Rien. A la base, je souhaitais depuis dix ans qu’il s’appelle La Tête cosmos, mais mon éditeur a pensé qu’il n’était pas assez fort et il pensait que Point de suture fonctionnerait mieux. Je suis allée interroger quelques libraires pour savoir qu’est-ce qui interpellerait le plus les gens entre La Tête cosmos et Point de suture et ils ont tous choisi Point de suture, donc j’ai dit ok, mais je ne me suis pas encore entièrement habituée. C’est sûr que c’est un titre pertinent, et je comprends bien que tomber sur un livre nommé La Tête cosmos n’aide pas vraiment à identifier de quel type de texte il s’agit, on se dit que ça risque d’être de la science-fiction.

Avez-vous choisi l’illustration de la couverture ?
J’ai un éditeur génial, Quentin Westrich, qui ne fait rien sans me consulter, tout se fait d’un commun accord. Il m’a proposé ce visuel que j’ai adoré, il ne me l’a jamais imposé, nous n’avons pas ce type de rapport. Il est vraiment très respectueux de mes goûts, de mes choix. Au moment de me proposer son titre, il m’a bien précisé que si j’y tenais vraiment on garderait La Tête cosmos et même chose pour cette image. Il me l’a proposée en me disant qu’on pouvait très bien trouver autre chose si ça ne me plaisait pas mais j’ai adoré ce tableau et j’ai trouvé que cela allait très bien avec le texte. C’est important à dire parce que c’est c’est rare d’avoir autant de respect de la part d’un éditeur. Il a pour moi un respect qui de bout en bout a été remarquable et cela rend le travail très agréable.

Beaucoup de vos admirateurs vous relient volontiers au genre fantastique et à l’horreur, avez-vous l’impression que cela participe à occulter la partie autobiographique de votre œuvre ?
Vous faites bien de me poser la question parce que j’ai l’impression qu’il y a effectivement un malentendu. Les gens m’ont catégorisée comme quelqu’un qui fait des films de genre mais ce n’est pas le cas. Prenez par exemple Ne te retourne pas. Pour moi il ne s’agit pas d’un film fantastique mais d’un drame psychologique qui emprunte des éléments du genre. L’héroïne ne finit pas par découvrir un monde alternatif de nature fantastique ou bien une réalité parallèle altérée. Si la réalité altérée est confirmée comme une réalité, alors on est dans le fantastique. Si la réalité déréglée correspond à un problème psychique qui est dévoilé et expliqué, on quitte le registre fantastique.

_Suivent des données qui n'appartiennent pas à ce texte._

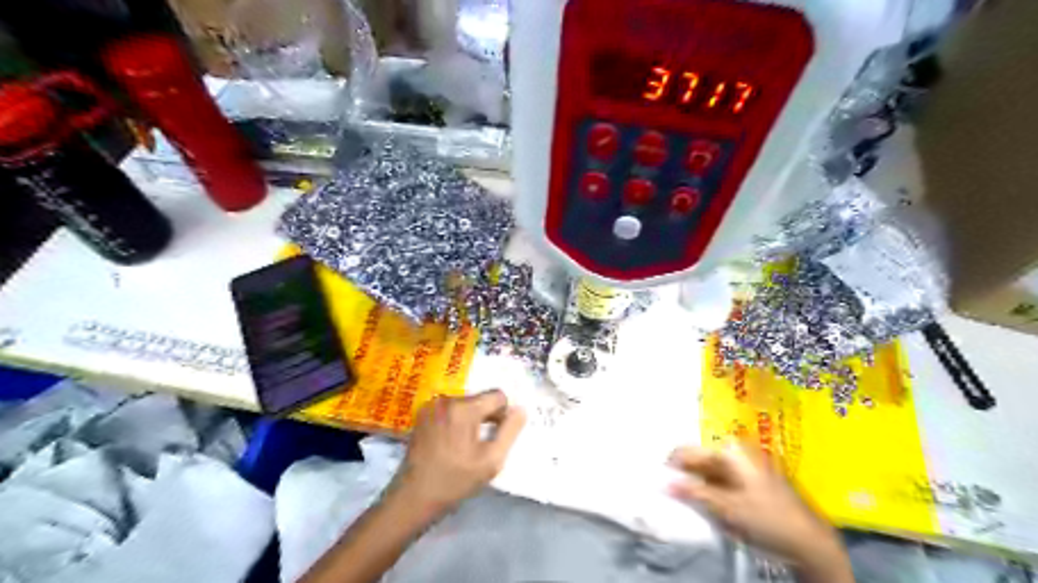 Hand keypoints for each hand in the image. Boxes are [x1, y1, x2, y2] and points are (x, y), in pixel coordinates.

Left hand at [388, 391, 522, 518]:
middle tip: (481, 445)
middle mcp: (446, 399)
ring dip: (471, 419)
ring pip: (465, 404)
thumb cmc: (455, 481)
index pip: (498, 395)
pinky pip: (449, 409)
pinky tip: (450, 443)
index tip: (496, 437)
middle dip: (486, 417)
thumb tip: (521, 409)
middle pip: (480, 399)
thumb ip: (510, 431)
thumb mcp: (491, 460)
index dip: (503, 415)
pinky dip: (456, 421)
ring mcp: (431, 405)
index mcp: (464, 408)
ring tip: (464, 446)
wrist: (413, 497)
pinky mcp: (422, 414)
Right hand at [673, 447, 851, 576]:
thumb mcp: (728, 507)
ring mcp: (743, 465)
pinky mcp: (748, 478)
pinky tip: (707, 504)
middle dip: (684, 476)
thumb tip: (663, 483)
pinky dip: (709, 490)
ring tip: (688, 502)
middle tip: (672, 495)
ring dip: (696, 485)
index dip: (672, 466)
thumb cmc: (767, 518)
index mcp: (729, 451)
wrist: (808, 539)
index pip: (688, 451)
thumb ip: (694, 492)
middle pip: (698, 459)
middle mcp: (735, 451)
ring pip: (708, 471)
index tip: (660, 482)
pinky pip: (720, 479) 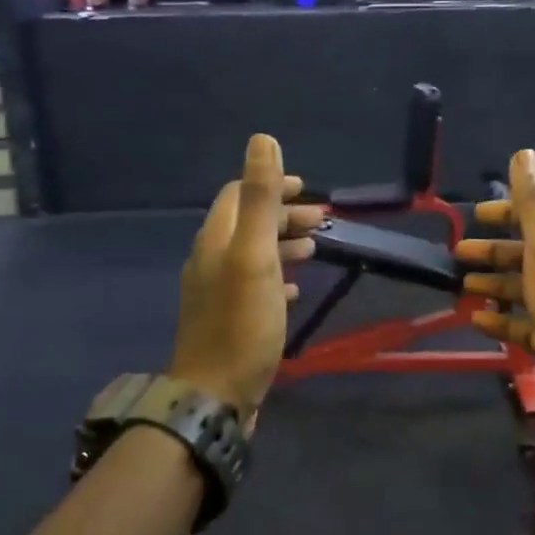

Déjà quand les gens ont commencé à qualifier Dans ma peau de film d’horreur je suis tombée des nues. D’ailleurs les gens qui aiment les films d’horreur n’ont pas aimé le film. Je conçois tout à fait qu’il y a des scènes qui ressemblent à de l’horreur mais ce n’est pas un film destiné à faire peur. Quant à Ne te retourne pas, le classer en film de genre je trouve ça un peu con. Il n’y a pas de réalité fantastique, il n’y a ni extraterrestre ni quatrième dimension qui viendrait expliquer la racine du trouble de l’héroïne, on est vraiment dans une métaphore psychologique. Chaque métamorphose qu’elle subit est une métaphore du chemin de régression vers ses origines pour comprendre et assumer sa propre identité. Le seul de mes films à vraiment être un film de genre c’est Dark Touch : l’héroïne possède un don surnaturel, elle s’en sert de façon destructrice pour se défendre, il y a des scènes de tuerie, on est donc pour moi dans un film respectueux des codes classiques du genre.
Entretien réalisé par Gregory Coutaut le 23 octobre 2025. Un grand merci à Clémence Ribette.